<328>Philosophez à présent à votre aise, et n'appréhendez rien, car nos affaires sont, Dieu merci, en assez bon état. Je me flatte d'avoir sauvé ma patrie du plus cruel de tous les malheurs, et d'avoir protégé tant de braves sujets que j'ai, contre le fer et la flamme de Furies animées à perdre l'État et moi.

Si j'apprends de bonnes nouvelles du prince d'Anhalt, je serai bientôt à Berlin, et nous pourrons philosopher tranquillement et sans les mortelles inquiétudes où je me suis trouvé jusqu'à présent.

Adieu, cher ami; ne m'oubliez point, et aimez-moi un peu.

Federic.

26. DE M. DUHAN.

Le 30 novembre 1745.



Sire,

Les habitants de Berlin ont d'abord et machinalement eu peur à la vue des calamités auxquelles la guerre pouvait les exposer.
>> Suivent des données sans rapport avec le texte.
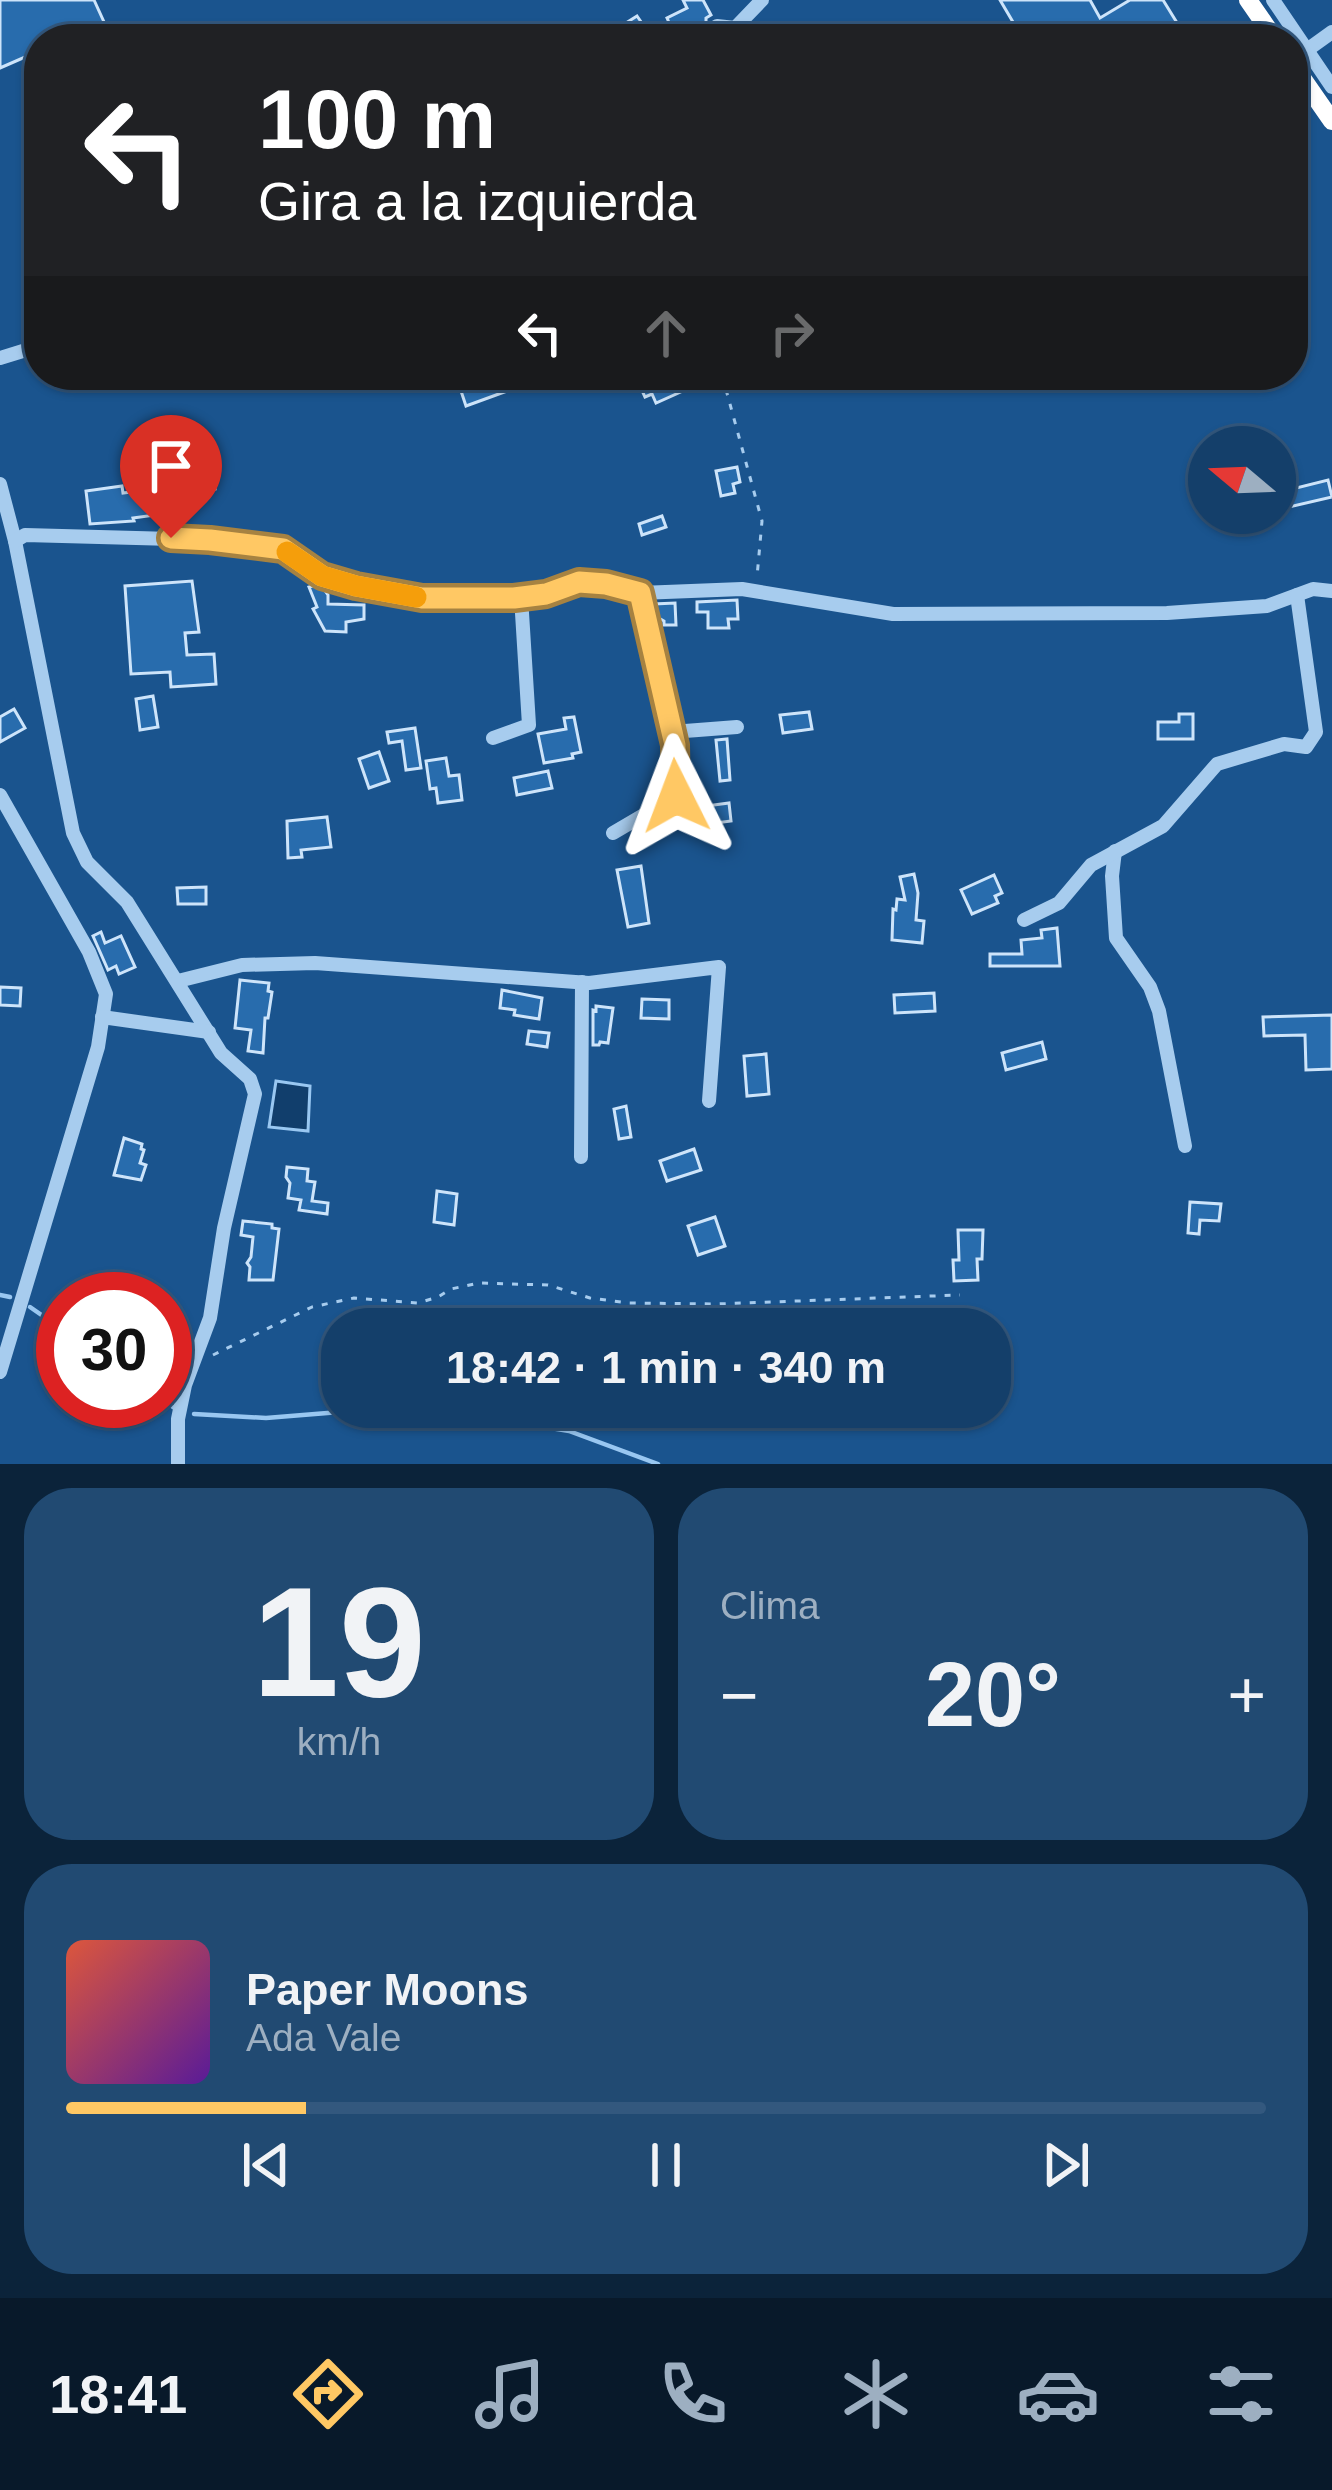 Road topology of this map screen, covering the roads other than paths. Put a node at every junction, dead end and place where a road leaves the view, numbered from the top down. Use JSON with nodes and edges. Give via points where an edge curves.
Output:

Depuis cela, la considération des victoires précédentes et de toute la conduite de V. M. leur a raffermi le courage, et enfin les nouveaux succès de vos armesa ont achevé de tranquilliser les esprits. Pour moi, Sire, après avoir béni Dieu de ses faveurs, j'ai admiré le bon sens avec lequel V. M. conçoit ses desseins, et l'intrépidité avec laquelle elle les exécute. J'ai réfléchi ensuite sur ce qu'on appellera gloire, sur le cas que l'on doit faire de l'estime des humains, sur la fermeté d'âme et sur la constance. J'ai même recherché si ces dernières vertus ont jamais d'autre fondement qu'une exacte probité, et je prendrais la liberté de rapporter quelques-unes de mes idées, si V. M. n'était pas


a Allusion à la victoire de Hennersdorf, remportée le 23 novembre. Voyez t. III, p. 172 et 173.